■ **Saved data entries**
>>>

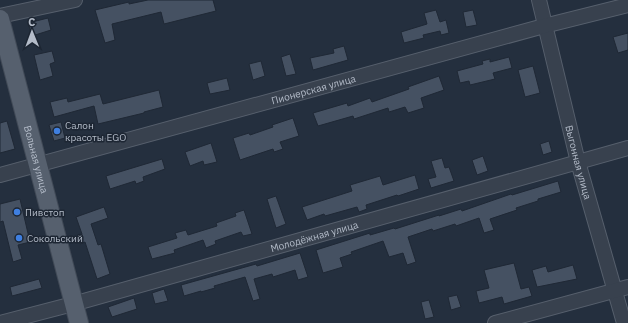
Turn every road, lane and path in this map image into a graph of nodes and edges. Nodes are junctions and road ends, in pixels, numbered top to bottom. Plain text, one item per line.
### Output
1 (75, 0) edge
2 (538, 0) edge
3 (628, 5) edge
4 (0, 21) edge
5 (544, 26) junction
6 (628, 148) edge
7 (578, 162) junction
8 (38, 164) junction
9 (0, 175) edge
10 (622, 289) edge
11 (73, 304) junction
12 (0, 323) edge
13 (79, 323) edge
14 (495, 323) edge
15 (624, 323) edge

1 - 4 street
2 - 5 street, Выгонная улица
3 - 5 street, Пионерская улица
4 - 8 main road, Вольная улица
5 - 7 street, Выгонная улица
5 - 8 street, Пионерская улица
6 - 7 street, Молодёжная улица
7 - 10 street, Выгонная улица
7 - 11 street, Молодёжная улица
8 - 9 street, Пионерская улица
8 - 11 main road, Вольная улица
10 - 14 street
10 - 15 street, Выгонная улица
11 - 12 street, Молодёжная улица
11 - 13 main road, Вольная улица

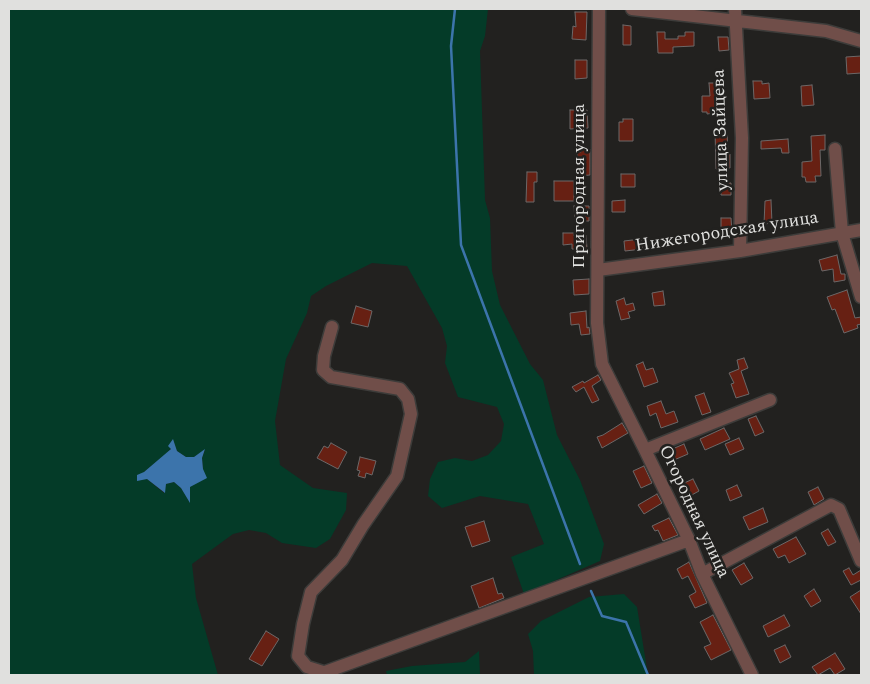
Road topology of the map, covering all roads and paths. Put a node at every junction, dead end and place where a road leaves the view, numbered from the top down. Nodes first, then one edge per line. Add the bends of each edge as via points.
1 (599, 9) edge
2 (632, 9) edge
3 (735, 15) edge
4 (861, 41) edge
5 (834, 149) dead end
6 (861, 230) edge
7 (842, 233) junction
8 (740, 251) junction
9 (598, 270) junction
10 (861, 297) edge
11 (332, 327) dead end
12 (602, 364) joint
13 (770, 400) dead end
14 (645, 450) junction
15 (688, 540) junction
16 (861, 560) edge
17 (702, 574) junction
18 (319, 674) edge
19 (752, 675) edge

1 - 9 street, Пригородная улица
2 - 3 street
3 - 4 street via 826,31
3 - 8 street, улица Зайцева via 742,138
5 - 7 street
6 - 7 street, Нижегородская улица
7 - 8 street, Нижегородская улица
7 - 10 street
8 - 9 street, Нижегородская улица
9 - 12 street, Пригородная улица via 597,323
11 - 18 street via 323,370 331,377 400,389 408,399 411,414 397,476 342,560 311,592 298,656
12 - 14 street, Огородная улица
13 - 14 street
14 - 15 street, Огородная улица
15 - 17 street, Огородная улица
15 - 18 street
16 - 17 street via 839,509 831,505
17 - 19 street, Огородная улица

<<<

■ **WORK TO BE COMPLETED**
Please write out every record above exactly, but leave the pictures out.

■ **EXERCISE RESULT**
Turn every road, lane and path in this map image into a graph of nodes and edges. Nodes are junctions and road ends, in pixels, numbered top to bottom. Plain text, one item per line.
### Output
1 (75, 0) edge
2 (538, 0) edge
3 (628, 5) edge
4 (0, 21) edge
5 (544, 26) junction
6 (628, 148) edge
7 (578, 162) junction
8 (38, 164) junction
9 (0, 175) edge
10 (622, 289) edge
11 (73, 304) junction
12 (0, 323) edge
13 (79, 323) edge
14 (495, 323) edge
15 (624, 323) edge

1 - 4 street
2 - 5 street, Выгонная улица
3 - 5 street, Пионерская улица
4 - 8 main road, Вольная улица
5 - 7 street, Выгонная улица
5 - 8 street, Пионерская улица
6 - 7 street, Молодёжная улица
7 - 10 street, Выгонная улица
7 - 11 street, Молодёжная улица
8 - 9 street, Пионерская улица
8 - 11 main road, Вольная улица
10 - 14 street
10 - 15 street, Выгонная улица
11 - 12 street, Молодёжная улица
11 - 13 main road, Вольная улица

Road topology of the map, covering all roads and paths. Put a node at every junction, dead end and place where a road leaves the view, numbered from the top down. Nodes first, then one edge per line. Add the bends of each edge as via points.
1 (599, 9) edge
2 (632, 9) edge
3 (735, 15) edge
4 (861, 41) edge
5 (834, 149) dead end
6 (861, 230) edge
7 (842, 233) junction
8 (740, 251) junction
9 (598, 270) junction
10 (861, 297) edge
11 (332, 327) dead end
12 (602, 364) joint
13 (770, 400) dead end
14 (645, 450) junction
15 (688, 540) junction
16 (861, 560) edge
17 (702, 574) junction
18 (319, 674) edge
19 (752, 675) edge

1 - 9 street, Пригородная улица
2 - 3 street
3 - 4 street via 826,31
3 - 8 street, улица Зайцева via 742,138
5 - 7 street
6 - 7 street, Нижегородская улица
7 - 8 street, Нижегородская улица
7 - 10 street
8 - 9 street, Нижегородская улица
9 - 12 street, Пригородная улица via 597,323
11 - 18 street via 323,370 331,377 400,389 408,399 411,414 397,476 342,560 311,592 298,656
12 - 14 street, Огородная улица
13 - 14 street
14 - 15 street, Огородная улица
15 - 17 street, Огородная улица
15 - 18 street
16 - 17 street via 839,509 831,505
17 - 19 street, Огородная улица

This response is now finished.